For the material that follows, state how many lines contain the word "KRYDDVÄGEN", and add nothing.

*** Opening of MATERIAL FOR THIS TASK ***

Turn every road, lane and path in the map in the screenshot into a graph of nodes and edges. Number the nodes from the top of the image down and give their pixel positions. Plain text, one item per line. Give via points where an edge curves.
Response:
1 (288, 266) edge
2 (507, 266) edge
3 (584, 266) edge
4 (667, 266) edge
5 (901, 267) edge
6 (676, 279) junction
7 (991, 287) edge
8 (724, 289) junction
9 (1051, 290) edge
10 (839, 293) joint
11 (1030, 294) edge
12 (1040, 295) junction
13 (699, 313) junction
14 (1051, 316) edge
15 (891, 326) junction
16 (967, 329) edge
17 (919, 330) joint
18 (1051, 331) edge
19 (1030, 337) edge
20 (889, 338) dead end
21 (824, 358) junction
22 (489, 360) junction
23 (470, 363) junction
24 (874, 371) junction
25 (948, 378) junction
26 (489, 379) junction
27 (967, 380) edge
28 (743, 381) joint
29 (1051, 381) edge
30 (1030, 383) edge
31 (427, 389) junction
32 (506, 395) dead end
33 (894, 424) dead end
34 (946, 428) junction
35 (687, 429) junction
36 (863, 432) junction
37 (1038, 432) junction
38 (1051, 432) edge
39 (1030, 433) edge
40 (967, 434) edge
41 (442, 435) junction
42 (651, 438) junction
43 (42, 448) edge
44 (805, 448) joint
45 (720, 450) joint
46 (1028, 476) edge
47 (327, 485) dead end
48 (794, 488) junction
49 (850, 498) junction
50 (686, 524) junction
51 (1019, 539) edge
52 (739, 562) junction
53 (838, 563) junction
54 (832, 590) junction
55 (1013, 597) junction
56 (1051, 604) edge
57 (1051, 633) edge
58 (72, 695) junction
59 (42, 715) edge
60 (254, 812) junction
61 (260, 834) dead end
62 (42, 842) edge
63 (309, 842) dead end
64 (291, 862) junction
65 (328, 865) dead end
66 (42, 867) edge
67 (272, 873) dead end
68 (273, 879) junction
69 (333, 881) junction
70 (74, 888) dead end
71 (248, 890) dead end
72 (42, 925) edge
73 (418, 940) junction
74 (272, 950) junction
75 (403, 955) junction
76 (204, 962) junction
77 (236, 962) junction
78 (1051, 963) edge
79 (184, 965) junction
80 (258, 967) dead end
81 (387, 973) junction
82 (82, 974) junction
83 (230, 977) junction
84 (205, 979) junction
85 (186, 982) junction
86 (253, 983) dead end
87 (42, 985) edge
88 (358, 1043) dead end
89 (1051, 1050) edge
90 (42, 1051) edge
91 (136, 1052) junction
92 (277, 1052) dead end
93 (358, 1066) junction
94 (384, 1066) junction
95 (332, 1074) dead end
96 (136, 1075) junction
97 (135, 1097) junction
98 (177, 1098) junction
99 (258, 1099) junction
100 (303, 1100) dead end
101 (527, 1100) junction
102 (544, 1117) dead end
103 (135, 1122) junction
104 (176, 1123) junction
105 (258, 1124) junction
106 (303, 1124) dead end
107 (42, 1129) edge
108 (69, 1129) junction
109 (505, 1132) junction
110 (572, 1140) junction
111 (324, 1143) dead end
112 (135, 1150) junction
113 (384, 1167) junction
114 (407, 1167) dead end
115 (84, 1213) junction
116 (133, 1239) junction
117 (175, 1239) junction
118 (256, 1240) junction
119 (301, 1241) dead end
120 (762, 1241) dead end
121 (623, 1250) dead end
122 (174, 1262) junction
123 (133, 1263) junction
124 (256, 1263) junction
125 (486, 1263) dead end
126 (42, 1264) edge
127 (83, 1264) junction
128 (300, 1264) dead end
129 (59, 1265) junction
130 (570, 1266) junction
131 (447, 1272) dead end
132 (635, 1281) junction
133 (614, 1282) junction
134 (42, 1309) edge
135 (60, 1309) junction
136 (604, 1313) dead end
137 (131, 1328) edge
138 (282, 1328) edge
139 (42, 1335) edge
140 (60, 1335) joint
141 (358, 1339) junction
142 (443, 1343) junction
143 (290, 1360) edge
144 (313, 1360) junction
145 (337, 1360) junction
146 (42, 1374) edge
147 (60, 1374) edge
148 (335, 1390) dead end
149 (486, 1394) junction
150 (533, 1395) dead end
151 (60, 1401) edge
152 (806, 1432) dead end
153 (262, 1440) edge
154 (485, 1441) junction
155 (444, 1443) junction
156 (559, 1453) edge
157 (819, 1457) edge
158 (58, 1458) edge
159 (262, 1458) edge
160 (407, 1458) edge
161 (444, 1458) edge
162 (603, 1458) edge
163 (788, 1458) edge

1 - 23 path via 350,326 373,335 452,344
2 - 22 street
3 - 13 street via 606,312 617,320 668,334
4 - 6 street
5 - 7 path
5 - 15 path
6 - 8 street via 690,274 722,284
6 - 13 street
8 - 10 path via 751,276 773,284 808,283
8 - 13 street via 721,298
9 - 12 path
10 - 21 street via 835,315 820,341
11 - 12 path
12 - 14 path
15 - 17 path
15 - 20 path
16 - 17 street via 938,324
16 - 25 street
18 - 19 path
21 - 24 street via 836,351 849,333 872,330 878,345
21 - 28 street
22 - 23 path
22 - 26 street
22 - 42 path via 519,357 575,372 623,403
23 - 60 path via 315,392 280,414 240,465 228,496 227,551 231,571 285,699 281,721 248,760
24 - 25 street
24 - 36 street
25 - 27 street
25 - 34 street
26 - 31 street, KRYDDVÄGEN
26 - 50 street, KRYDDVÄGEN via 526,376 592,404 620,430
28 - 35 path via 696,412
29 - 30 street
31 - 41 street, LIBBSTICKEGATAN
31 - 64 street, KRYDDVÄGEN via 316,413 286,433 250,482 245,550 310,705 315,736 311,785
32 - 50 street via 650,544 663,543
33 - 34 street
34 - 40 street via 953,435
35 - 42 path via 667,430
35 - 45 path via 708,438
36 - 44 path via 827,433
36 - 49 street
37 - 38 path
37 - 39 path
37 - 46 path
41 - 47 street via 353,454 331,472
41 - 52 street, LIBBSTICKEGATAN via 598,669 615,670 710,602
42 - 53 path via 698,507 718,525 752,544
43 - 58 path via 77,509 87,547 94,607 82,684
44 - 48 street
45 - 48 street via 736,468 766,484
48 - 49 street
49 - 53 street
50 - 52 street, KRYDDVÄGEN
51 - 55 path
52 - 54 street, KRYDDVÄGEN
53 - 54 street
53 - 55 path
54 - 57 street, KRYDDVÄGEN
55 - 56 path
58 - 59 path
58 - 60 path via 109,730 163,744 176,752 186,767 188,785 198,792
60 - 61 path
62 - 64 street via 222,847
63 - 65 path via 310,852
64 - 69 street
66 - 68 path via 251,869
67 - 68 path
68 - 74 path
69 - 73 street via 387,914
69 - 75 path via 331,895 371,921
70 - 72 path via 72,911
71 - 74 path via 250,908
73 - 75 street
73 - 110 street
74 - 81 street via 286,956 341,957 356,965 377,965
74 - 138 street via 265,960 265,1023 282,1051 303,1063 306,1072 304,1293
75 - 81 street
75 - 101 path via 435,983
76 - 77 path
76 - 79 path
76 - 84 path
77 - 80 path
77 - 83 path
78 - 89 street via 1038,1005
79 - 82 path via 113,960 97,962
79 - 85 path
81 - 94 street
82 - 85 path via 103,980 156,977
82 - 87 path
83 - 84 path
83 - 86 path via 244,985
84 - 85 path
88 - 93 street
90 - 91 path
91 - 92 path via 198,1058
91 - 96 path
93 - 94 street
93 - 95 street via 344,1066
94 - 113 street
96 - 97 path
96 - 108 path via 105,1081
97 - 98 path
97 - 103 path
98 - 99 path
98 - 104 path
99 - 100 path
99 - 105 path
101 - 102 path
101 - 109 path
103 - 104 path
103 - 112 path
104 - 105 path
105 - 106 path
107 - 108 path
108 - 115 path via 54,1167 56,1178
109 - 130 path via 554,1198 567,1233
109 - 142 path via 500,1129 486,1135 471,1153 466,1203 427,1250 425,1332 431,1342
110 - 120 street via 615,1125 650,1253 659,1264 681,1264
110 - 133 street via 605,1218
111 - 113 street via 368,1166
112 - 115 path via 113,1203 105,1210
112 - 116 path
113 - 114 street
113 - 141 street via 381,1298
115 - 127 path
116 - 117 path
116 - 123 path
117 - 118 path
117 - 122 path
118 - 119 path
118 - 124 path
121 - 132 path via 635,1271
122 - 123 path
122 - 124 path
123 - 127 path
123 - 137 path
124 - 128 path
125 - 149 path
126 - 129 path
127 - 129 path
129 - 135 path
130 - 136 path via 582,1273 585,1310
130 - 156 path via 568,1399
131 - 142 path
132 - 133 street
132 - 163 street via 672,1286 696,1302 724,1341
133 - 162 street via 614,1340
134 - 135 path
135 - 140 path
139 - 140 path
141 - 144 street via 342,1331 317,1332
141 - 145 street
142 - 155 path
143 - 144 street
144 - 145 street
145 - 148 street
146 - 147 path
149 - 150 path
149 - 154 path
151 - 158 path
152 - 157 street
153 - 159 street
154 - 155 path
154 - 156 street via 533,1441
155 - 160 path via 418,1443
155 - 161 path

*** Close of MATERIAL FOR THIS TASK ***

## [ANSWER TO THE PROBLEM]
6